Records excerpted from a collection:
BEGIN

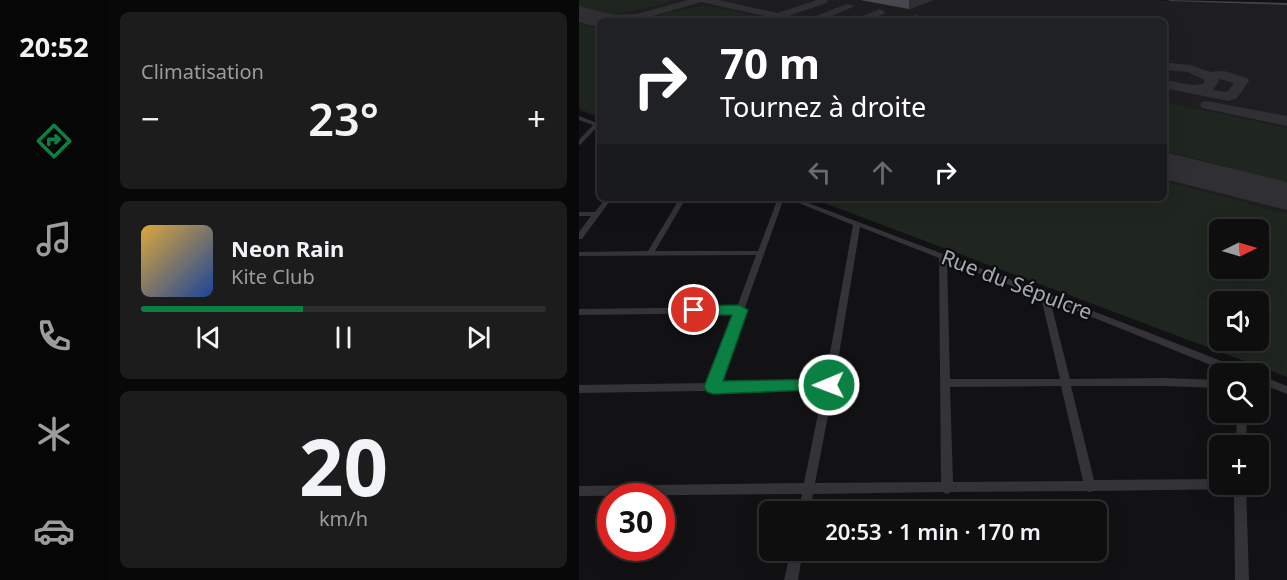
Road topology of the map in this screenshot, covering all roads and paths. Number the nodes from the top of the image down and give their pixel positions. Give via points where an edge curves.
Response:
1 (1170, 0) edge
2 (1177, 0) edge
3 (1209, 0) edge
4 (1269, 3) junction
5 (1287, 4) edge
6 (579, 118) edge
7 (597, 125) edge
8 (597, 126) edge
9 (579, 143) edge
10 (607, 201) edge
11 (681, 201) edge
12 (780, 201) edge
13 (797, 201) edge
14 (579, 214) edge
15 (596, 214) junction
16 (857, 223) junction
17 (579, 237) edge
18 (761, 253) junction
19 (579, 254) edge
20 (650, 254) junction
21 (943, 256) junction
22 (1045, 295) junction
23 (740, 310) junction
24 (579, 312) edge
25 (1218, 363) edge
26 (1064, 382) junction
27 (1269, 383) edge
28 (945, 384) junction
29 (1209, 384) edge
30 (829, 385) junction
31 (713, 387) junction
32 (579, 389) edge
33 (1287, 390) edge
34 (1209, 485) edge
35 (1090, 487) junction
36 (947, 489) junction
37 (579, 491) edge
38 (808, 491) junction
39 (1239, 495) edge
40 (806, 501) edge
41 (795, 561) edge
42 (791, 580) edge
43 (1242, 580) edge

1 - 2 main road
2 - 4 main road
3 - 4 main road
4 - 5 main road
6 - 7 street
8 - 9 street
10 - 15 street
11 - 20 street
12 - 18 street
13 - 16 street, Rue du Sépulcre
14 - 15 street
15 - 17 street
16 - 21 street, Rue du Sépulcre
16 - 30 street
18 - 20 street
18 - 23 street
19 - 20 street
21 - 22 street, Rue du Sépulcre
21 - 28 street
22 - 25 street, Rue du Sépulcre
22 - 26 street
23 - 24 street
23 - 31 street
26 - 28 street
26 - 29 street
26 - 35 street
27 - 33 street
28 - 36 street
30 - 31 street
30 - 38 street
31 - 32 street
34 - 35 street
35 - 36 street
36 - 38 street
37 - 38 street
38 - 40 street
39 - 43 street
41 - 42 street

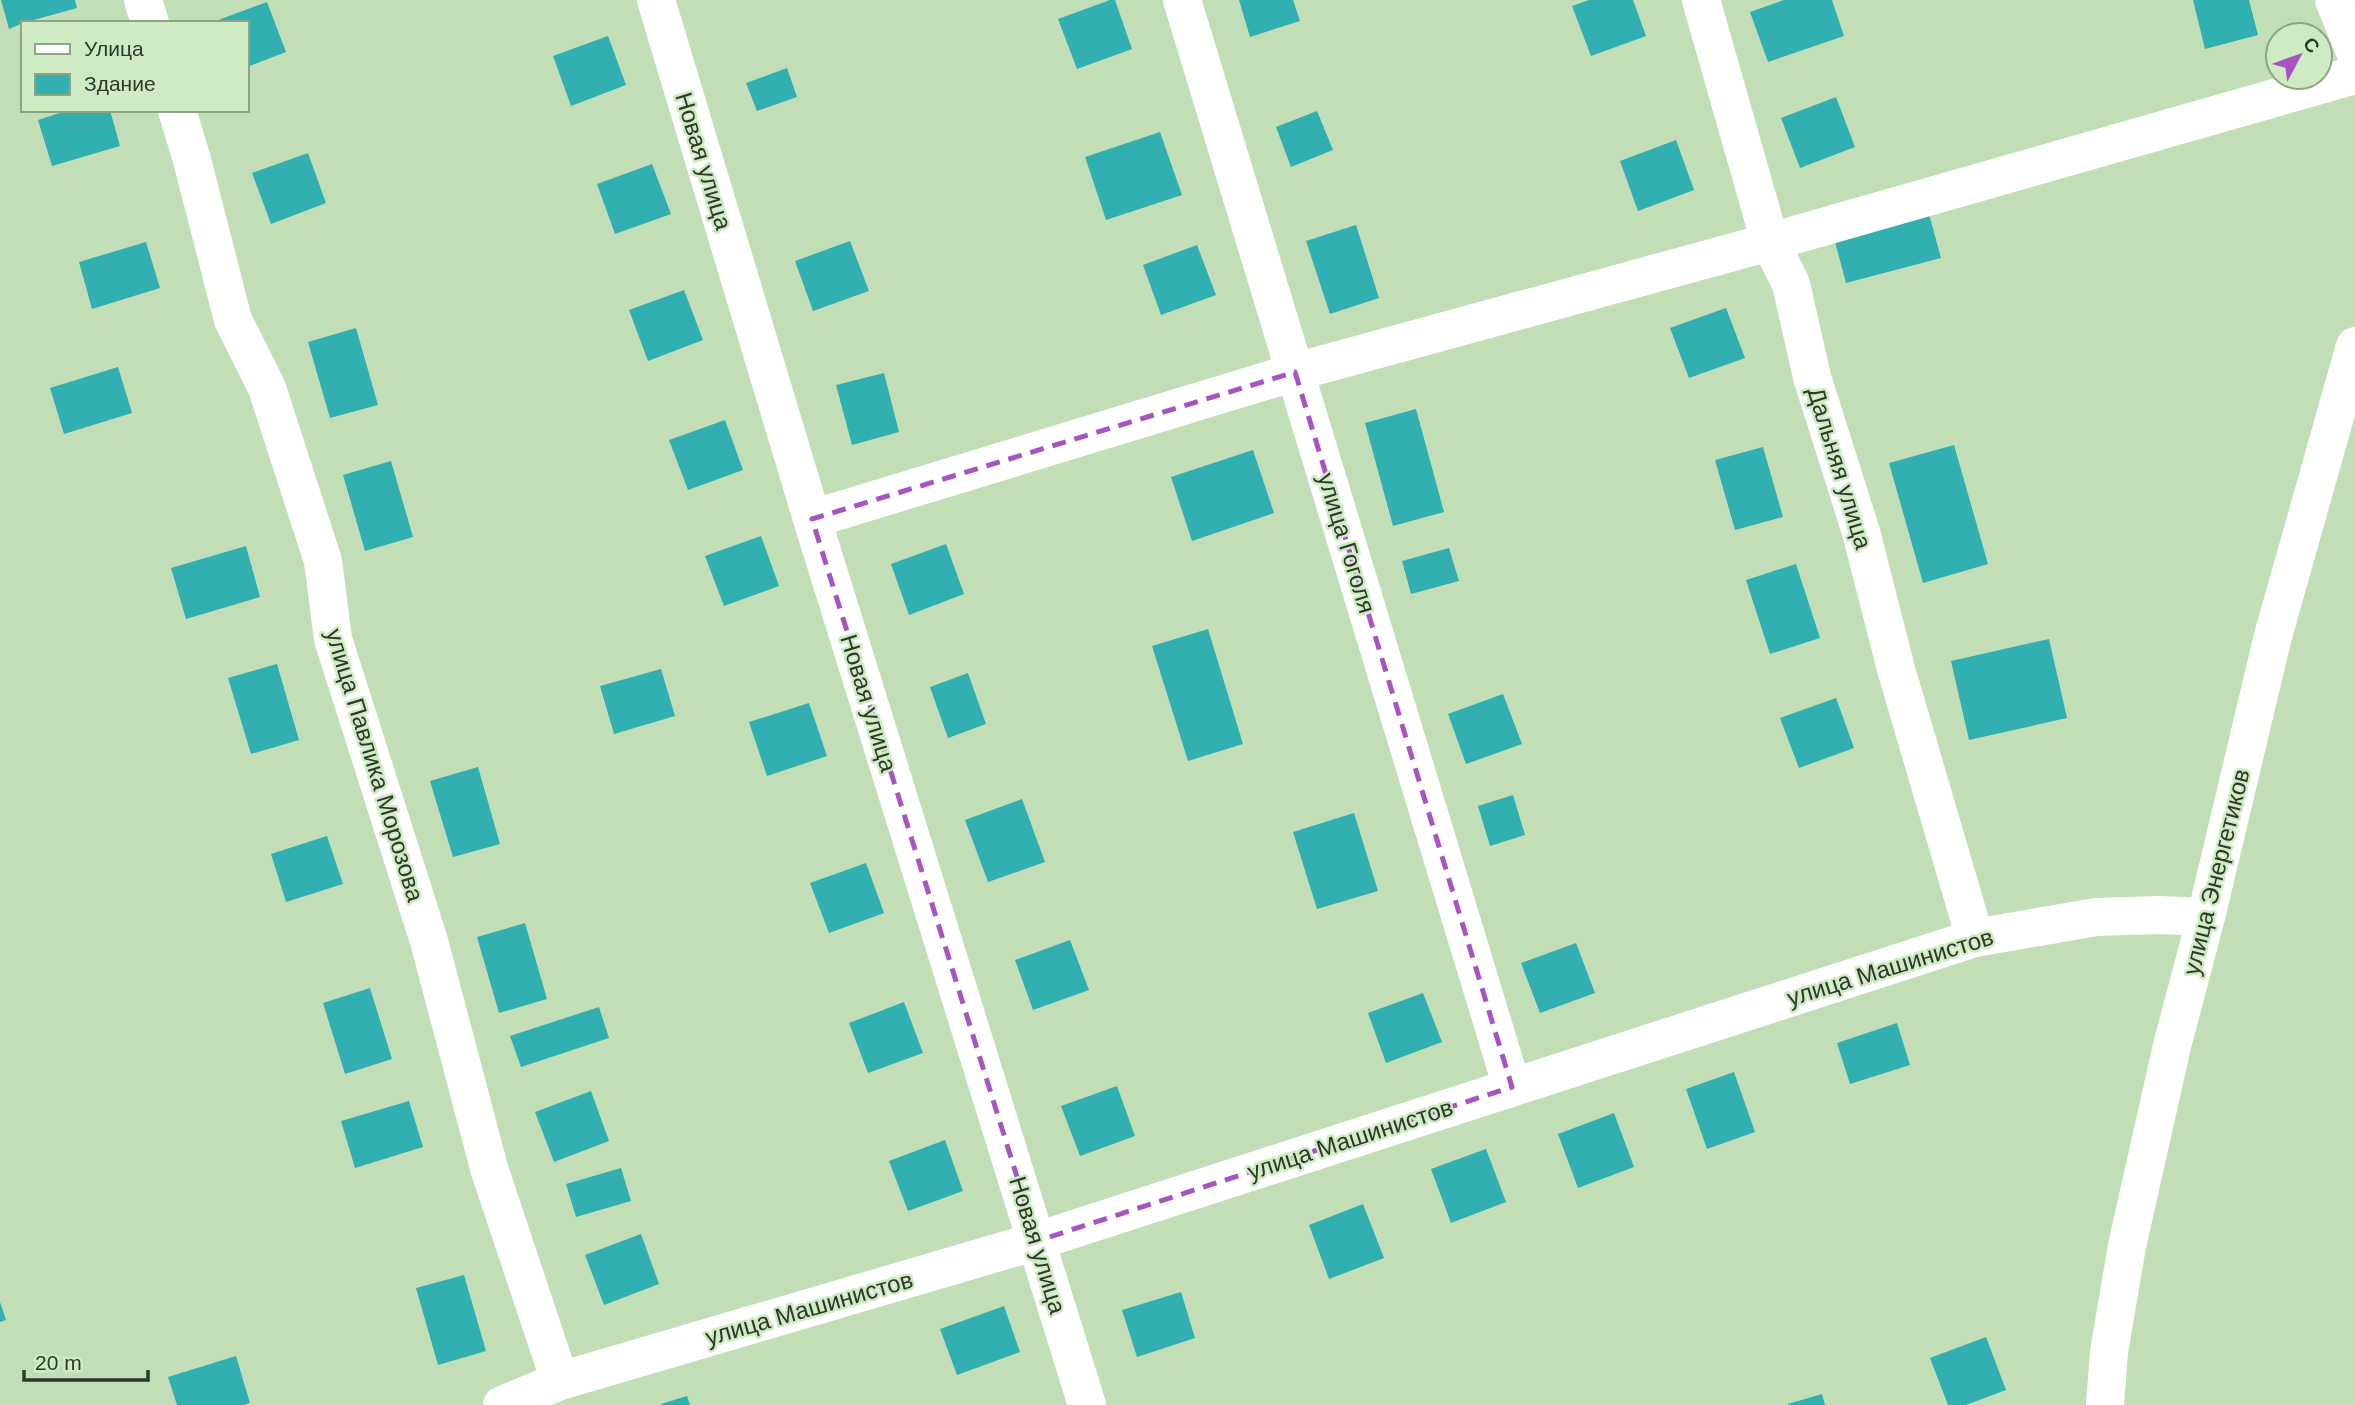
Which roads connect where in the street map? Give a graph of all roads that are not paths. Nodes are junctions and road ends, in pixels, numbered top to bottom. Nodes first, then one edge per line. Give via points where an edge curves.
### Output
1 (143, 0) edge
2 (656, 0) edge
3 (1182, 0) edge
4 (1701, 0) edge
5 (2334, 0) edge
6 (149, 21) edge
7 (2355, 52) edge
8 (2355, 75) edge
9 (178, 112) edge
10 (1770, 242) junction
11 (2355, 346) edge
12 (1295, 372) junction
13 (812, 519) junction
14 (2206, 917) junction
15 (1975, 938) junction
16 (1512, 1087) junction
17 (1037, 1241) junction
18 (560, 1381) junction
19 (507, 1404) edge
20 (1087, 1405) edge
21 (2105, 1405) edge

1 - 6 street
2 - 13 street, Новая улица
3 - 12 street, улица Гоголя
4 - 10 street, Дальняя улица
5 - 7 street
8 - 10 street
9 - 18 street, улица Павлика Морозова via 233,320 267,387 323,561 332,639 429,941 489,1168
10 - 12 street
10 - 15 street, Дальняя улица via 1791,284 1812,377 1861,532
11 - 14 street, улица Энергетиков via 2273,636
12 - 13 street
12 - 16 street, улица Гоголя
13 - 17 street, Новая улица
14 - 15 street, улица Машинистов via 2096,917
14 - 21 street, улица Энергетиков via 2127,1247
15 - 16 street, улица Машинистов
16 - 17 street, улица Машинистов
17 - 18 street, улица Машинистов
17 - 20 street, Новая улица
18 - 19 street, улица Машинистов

END

• How to complete this task
Each line in the entries above that includes the string "Энергетиков" should be extracted.

• Output for this exercise
11 - 14 street, улица Энергетиков via 2273,636
14 - 21 street, улица Энергетиков via 2127,1247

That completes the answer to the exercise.